In October, Sherman’s Planning & Zoning Commission approved a site plan for a 1,390-square-foot addition to the Walmart store at 401 E. U.S. Highway 82 for the grocery pickup service, but the company has not announced when the service will be offered in Sherman.
Walmart Director of Communications Anne Hatfield said the company is working to expand the service.
“We are in the process of rolling out online grocery pickup to hundreds of stores,” Hatfield said. “It’s just a matter of serving the stores as fast as we can.”
She said the company’s grocery pickup service was a convenience “customers love” as it saves them a lot of time by ordering their groceries online.
“Once they try the service, they absolutely love it,” Hatfield said. “As a mom of young children, I can tell you personally how much time it saves. You can go online and make your order anytime you want. Then you can decide what day you want to pick it up and then you pick up your groceries when it’s convenient for you.”
In addition to the convenience of the program, Hatfield explained it is also free to customers.
“We are the only retailer to offer this service for free,” Hatfield said. “And the prices online are the same as in the store, so there is no cost to it.”
Kroger began offering its online shopping program, Clicklist, at its Sherman location last year, but doesn’t currently offer the service in Denison.
Walmart spokesperson Molly Blakeman said last year that store associates, as the company calls its employees, go through an extensive, three-week training program to become “personal shoppers” as part of the grocery pickup service.

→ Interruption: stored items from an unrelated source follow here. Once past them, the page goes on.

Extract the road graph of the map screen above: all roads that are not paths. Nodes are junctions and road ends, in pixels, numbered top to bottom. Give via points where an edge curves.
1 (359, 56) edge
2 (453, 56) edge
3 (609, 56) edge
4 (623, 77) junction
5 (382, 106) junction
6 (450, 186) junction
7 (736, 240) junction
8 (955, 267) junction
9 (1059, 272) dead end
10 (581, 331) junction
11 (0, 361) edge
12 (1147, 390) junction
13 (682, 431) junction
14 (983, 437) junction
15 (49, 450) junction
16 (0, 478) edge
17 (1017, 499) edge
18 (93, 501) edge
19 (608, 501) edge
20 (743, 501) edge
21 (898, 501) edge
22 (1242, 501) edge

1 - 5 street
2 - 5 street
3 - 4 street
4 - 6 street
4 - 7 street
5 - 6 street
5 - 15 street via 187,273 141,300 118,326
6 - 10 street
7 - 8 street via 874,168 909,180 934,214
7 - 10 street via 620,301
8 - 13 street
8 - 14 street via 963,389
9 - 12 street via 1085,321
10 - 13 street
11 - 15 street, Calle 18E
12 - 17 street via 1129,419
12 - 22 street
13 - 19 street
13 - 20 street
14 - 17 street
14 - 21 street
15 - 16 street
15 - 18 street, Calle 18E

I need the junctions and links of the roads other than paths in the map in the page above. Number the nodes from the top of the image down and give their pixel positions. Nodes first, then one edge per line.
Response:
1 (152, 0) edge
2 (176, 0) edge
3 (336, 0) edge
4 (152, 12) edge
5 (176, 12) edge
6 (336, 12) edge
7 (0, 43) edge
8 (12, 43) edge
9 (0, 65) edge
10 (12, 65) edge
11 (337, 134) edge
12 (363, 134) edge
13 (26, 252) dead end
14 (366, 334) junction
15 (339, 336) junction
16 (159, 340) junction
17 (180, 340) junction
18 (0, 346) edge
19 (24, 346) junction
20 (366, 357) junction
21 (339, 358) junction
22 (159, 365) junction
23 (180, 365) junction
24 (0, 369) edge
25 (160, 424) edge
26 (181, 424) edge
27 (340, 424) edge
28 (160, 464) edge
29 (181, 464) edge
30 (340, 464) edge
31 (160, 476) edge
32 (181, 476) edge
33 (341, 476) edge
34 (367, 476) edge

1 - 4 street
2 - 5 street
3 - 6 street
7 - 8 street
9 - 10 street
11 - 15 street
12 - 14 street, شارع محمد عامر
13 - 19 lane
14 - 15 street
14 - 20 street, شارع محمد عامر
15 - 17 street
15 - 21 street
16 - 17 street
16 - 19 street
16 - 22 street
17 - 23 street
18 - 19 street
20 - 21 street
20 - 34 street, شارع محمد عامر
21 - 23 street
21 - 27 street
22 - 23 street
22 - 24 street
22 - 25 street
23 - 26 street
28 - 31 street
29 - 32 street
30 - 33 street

“They’re trained to pick the freshest fruits and veggies, the best cuts of meat for our online grocery customers,” Blakeman said. “And then once it’s time for that customer to arrive for their pickup time, they’ll even load those groceries right into the customer’s car. So they don’t even have to unbuckle their seat belt to complete their grocery shopping for the week. So it’s a very seamless experience for the customers.”
Blakeman said how employees are chosen for the personal shopper role varies by store as sometimes they are new hires and sometimes they’re employees who have been with the company for a while moving into the role.
“It’s a way we really think is interesting that technology is enabling new jobs and new roles within our company,” Blakeman said, noting the program is quickly becoming popular with the company’s customers. “You think about being able to trim down what can be a two-hour errand or chore to really make it last a couple of minutes. One of the most popular ordering times for customers is the evening, so you would think about that really busy family — maybe they put their kids down for bed and they’re able to knock out their grocery shopping from the comfort of their couch.”
Blakeman said last year that the service will allow customers to pick up groceries as quickly as four hours after ordering, as long as the order is in by 1 p.m.
“So say your daughter has soccer practice and you want to pick it up after soccer practice at 5 p.m. two days later — absolutely, choose that time slot and will have it ready for you,” Blakeman said. “It’s a growth driver for our business from a business perspective. So we’re really excited about the prospects of the program.”